* [PROVIDED INFORMATION]
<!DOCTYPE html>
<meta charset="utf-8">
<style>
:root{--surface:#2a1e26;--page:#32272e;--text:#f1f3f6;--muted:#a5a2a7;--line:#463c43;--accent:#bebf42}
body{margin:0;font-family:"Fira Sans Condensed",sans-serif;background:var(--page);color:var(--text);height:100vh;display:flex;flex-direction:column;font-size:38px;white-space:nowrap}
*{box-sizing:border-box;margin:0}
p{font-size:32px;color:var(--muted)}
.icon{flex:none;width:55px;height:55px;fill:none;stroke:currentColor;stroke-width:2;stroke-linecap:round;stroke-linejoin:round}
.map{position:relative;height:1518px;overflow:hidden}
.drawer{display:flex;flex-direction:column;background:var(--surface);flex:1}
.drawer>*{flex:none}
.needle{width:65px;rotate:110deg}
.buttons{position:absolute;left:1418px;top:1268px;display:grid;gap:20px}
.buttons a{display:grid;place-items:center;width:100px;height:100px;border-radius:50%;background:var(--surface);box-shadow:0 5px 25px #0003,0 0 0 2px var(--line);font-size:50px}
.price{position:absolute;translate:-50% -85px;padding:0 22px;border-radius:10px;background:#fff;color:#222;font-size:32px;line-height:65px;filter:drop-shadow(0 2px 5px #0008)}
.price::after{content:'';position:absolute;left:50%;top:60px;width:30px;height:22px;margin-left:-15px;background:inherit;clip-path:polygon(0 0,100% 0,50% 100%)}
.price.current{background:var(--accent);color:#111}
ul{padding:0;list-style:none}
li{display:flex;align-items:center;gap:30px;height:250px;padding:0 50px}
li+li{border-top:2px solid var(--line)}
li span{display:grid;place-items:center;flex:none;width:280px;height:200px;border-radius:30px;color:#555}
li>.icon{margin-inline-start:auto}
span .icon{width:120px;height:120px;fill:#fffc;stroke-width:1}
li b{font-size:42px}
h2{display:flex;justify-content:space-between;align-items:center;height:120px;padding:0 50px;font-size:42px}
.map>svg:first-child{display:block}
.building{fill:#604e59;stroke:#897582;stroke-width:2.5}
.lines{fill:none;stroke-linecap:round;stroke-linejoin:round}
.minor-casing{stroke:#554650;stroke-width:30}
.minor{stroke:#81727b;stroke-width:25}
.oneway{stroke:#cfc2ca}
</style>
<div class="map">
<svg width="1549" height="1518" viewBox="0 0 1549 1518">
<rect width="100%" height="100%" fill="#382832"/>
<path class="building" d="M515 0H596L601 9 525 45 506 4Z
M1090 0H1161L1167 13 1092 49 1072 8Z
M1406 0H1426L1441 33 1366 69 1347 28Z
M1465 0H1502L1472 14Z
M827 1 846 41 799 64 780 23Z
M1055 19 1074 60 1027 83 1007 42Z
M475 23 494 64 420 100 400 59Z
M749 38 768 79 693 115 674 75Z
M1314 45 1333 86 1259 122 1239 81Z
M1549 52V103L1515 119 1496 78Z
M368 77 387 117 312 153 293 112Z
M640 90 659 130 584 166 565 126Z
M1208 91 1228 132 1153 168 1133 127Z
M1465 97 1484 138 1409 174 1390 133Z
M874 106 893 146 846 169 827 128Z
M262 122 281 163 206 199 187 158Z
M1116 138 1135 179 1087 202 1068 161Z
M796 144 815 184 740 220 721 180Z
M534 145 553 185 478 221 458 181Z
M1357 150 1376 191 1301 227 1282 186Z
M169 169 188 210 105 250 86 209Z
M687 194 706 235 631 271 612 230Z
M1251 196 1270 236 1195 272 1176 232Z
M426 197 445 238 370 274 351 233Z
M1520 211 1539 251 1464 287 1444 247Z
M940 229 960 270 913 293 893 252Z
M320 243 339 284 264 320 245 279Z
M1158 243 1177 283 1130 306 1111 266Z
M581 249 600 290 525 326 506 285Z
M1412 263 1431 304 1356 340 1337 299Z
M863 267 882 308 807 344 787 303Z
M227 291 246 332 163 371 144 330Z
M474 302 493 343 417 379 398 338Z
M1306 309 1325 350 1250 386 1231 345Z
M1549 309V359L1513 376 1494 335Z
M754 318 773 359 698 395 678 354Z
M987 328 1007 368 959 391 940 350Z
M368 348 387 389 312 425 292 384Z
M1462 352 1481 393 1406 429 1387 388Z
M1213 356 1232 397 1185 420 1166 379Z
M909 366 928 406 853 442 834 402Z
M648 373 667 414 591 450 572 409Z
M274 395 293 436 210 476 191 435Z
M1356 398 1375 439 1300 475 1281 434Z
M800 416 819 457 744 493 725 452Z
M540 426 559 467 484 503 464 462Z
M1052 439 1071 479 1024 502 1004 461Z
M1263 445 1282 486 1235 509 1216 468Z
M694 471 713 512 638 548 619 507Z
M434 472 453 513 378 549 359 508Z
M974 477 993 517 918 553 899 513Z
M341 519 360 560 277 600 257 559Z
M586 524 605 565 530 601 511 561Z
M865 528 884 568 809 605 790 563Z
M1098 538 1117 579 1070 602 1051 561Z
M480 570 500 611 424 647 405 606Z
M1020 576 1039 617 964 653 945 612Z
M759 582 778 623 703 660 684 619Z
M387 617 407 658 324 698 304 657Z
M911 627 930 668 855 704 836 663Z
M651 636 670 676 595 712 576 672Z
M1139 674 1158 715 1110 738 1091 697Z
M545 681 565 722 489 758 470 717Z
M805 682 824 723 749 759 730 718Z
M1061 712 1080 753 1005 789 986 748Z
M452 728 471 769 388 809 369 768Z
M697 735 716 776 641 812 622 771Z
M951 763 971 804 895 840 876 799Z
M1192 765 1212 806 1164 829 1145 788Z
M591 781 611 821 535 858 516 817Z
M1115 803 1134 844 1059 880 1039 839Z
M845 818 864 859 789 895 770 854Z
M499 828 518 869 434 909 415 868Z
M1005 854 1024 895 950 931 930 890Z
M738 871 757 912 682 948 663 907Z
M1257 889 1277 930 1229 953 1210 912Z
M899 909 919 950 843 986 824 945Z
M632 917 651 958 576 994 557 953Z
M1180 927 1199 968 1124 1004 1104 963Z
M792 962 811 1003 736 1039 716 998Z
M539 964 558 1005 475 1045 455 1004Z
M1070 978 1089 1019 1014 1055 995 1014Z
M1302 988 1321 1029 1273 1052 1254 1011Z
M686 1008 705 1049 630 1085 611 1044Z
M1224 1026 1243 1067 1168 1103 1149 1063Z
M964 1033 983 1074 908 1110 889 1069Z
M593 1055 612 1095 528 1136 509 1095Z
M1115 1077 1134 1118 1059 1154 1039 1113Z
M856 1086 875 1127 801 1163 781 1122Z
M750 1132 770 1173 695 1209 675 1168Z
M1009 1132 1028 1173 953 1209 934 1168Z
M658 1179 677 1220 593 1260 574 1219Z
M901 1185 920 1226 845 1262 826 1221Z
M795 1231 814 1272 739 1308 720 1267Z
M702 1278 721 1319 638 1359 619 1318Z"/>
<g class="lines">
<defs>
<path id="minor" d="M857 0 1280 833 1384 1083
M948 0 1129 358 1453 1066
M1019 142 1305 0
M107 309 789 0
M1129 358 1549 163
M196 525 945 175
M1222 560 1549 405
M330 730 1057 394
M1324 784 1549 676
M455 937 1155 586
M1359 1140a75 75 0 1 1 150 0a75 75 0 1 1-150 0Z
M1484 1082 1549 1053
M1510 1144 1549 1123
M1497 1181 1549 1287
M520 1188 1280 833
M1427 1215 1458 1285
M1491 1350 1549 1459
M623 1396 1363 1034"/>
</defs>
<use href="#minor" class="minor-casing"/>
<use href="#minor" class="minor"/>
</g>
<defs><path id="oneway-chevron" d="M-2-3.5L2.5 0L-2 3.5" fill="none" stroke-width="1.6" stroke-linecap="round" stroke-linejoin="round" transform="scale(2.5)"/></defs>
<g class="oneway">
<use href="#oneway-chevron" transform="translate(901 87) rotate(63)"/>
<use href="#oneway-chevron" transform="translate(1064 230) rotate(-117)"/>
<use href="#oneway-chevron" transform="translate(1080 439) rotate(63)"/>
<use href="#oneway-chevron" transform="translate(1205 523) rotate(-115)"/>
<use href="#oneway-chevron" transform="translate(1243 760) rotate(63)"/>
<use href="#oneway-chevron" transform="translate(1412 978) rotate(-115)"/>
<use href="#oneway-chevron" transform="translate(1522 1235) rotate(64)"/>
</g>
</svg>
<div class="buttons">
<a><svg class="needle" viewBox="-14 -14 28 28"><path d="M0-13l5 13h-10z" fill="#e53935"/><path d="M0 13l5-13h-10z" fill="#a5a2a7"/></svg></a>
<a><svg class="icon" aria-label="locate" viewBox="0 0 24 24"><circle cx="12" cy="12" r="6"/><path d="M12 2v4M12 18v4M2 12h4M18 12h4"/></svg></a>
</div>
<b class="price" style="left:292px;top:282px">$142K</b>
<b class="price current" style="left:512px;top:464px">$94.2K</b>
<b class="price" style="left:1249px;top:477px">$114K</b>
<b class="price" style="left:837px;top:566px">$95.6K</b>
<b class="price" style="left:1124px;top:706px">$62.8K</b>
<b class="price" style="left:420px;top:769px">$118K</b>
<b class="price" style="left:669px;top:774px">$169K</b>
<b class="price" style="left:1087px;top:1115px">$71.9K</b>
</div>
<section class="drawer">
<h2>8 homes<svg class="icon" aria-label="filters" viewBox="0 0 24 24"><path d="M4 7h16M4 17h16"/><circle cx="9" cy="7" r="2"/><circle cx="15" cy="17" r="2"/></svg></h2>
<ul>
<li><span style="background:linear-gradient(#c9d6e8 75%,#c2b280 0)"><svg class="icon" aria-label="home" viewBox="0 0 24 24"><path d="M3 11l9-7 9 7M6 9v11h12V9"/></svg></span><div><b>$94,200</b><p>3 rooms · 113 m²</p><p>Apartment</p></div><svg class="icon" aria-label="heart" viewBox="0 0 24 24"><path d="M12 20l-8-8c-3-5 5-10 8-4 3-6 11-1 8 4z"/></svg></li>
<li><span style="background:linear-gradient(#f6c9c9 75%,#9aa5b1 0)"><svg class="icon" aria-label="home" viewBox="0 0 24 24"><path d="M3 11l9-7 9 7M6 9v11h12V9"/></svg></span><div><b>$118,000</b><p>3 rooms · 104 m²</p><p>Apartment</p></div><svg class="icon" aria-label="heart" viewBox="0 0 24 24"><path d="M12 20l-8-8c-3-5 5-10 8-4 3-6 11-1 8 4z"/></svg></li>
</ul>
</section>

* [BRIEF] Take from the listing above each line in which the string "place" is found.

* [RESULT OF THE TASK]
.buttons a{display:grid;place-items:center;width:100px;height:100px;border-radius:50%;background:var(--surface);box-shadow:0 5px 25px #0003,0 0 0 2px var(--line);font-size:50px}
li span{display:grid;place-items:center;flex:none;width:280px;height:200px;border-radius:30px;color:#555}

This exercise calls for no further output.